### Work order
For the entries that follow, produce an exact copy with no pictures in it.

### Records for the task
+ + + +
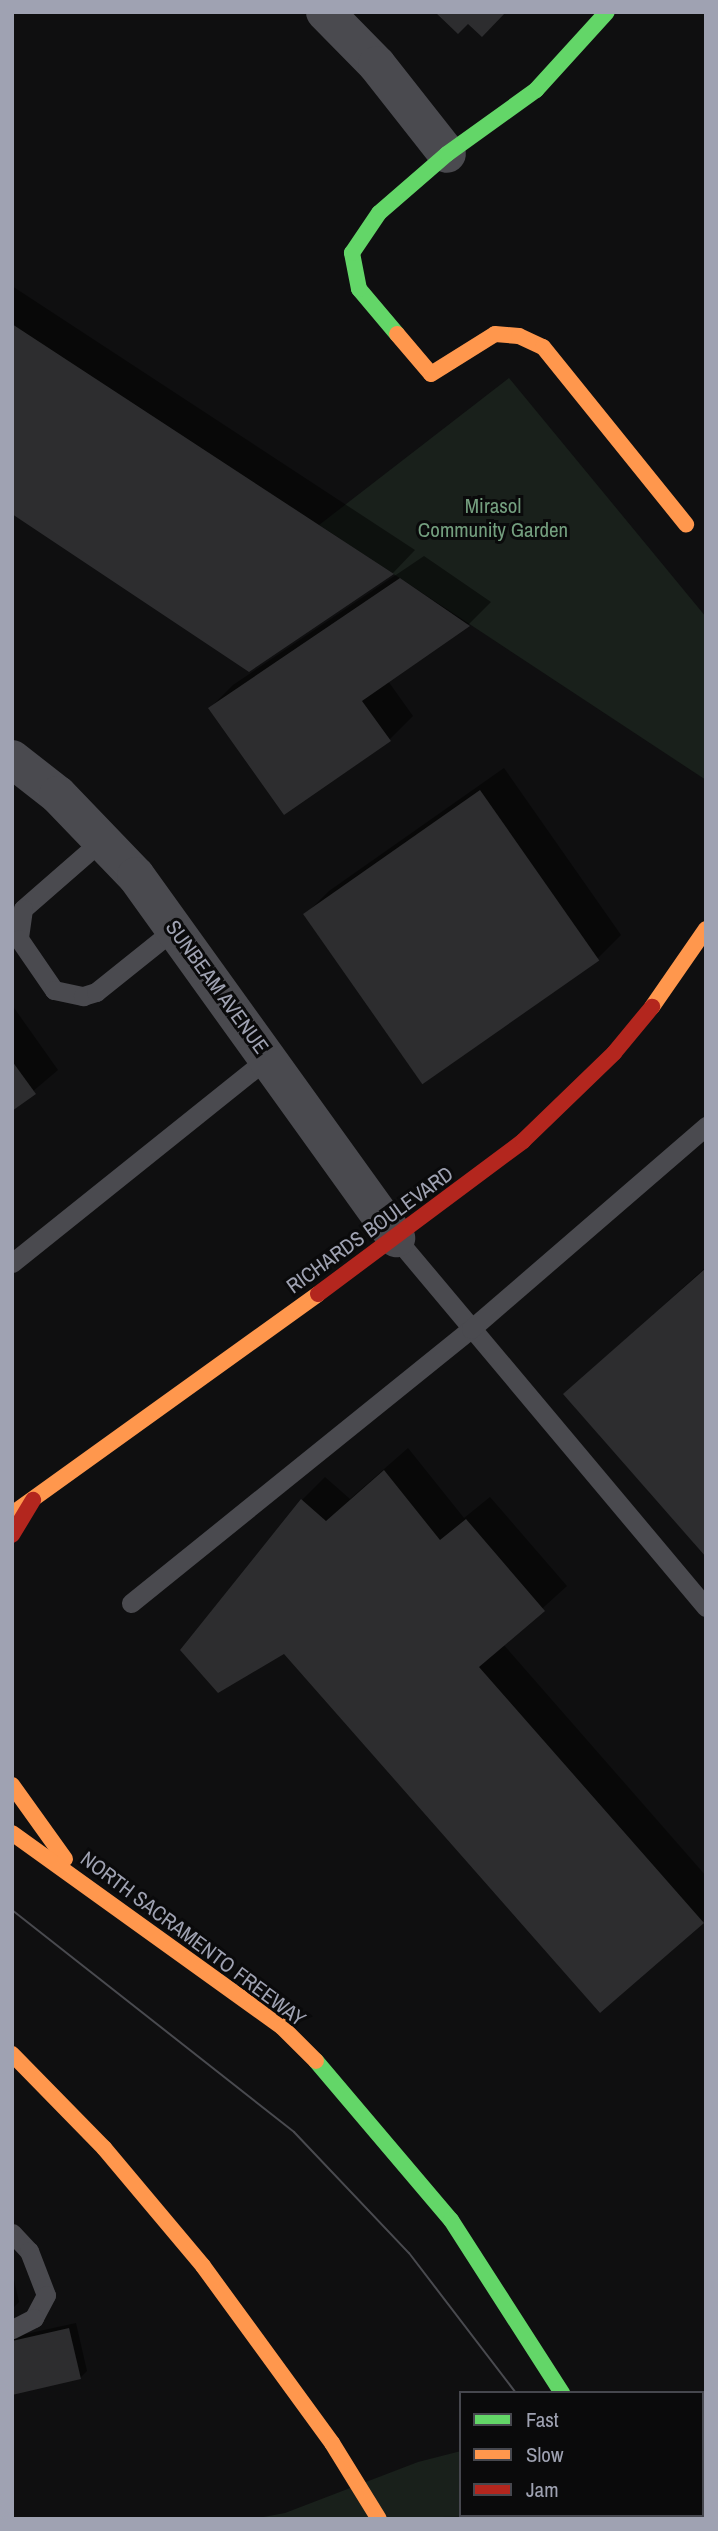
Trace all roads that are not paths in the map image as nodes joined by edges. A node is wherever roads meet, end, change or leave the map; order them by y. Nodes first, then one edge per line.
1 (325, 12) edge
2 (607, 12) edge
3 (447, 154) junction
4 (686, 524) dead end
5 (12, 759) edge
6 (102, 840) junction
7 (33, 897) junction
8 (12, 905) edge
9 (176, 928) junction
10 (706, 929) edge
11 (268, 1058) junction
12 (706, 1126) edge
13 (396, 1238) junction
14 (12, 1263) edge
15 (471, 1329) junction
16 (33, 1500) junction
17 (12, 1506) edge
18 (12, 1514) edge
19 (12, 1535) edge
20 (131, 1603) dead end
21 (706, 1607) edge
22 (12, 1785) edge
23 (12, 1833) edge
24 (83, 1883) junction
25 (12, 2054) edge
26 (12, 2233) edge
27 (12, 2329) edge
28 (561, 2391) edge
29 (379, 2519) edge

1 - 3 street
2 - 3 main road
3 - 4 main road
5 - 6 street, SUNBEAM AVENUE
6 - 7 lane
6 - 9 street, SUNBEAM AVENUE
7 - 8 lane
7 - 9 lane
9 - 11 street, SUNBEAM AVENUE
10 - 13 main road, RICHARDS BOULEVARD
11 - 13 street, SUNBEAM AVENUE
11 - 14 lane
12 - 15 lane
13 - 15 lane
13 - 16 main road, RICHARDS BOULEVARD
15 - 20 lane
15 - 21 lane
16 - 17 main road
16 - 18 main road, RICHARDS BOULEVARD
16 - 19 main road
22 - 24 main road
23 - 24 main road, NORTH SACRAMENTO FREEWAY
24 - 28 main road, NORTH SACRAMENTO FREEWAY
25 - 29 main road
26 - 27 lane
+ + + +
### Exercise response
Trace all roads that are not paths in the map image as nodes joined by edges. A node is wherever roads meet, end, change or leave the map; order them by y. Nodes first, then one edge per line.
1 (325, 12) edge
2 (607, 12) edge
3 (447, 154) junction
4 (686, 524) dead end
5 (12, 759) edge
6 (102, 840) junction
7 (33, 897) junction
8 (12, 905) edge
9 (176, 928) junction
10 (706, 929) edge
11 (268, 1058) junction
12 (706, 1126) edge
13 (396, 1238) junction
14 (12, 1263) edge
15 (471, 1329) junction
16 (33, 1500) junction
17 (12, 1506) edge
18 (12, 1514) edge
19 (12, 1535) edge
20 (131, 1603) dead end
21 (706, 1607) edge
22 (12, 1785) edge
23 (12, 1833) edge
24 (83, 1883) junction
25 (12, 2054) edge
26 (12, 2233) edge
27 (12, 2329) edge
28 (561, 2391) edge
29 (379, 2519) edge

1 - 3 street
2 - 3 main road
3 - 4 main road
5 - 6 street, SUNBEAM AVENUE
6 - 7 lane
6 - 9 street, SUNBEAM AVENUE
7 - 8 lane
7 - 9 lane
9 - 11 street, SUNBEAM AVENUE
10 - 13 main road, RICHARDS BOULEVARD
11 - 13 street, SUNBEAM AVENUE
11 - 14 lane
12 - 15 lane
13 - 15 lane
13 - 16 main road, RICHARDS BOULEVARD
15 - 20 lane
15 - 21 lane
16 - 17 main road
16 - 18 main road, RICHARDS BOULEVARD
16 - 19 main road
22 - 24 main road
23 - 24 main road, NORTH SACRAMENTO FREEWAY
24 - 28 main road, NORTH SACRAMENTO FREEWAY
25 - 29 main road
26 - 27 lane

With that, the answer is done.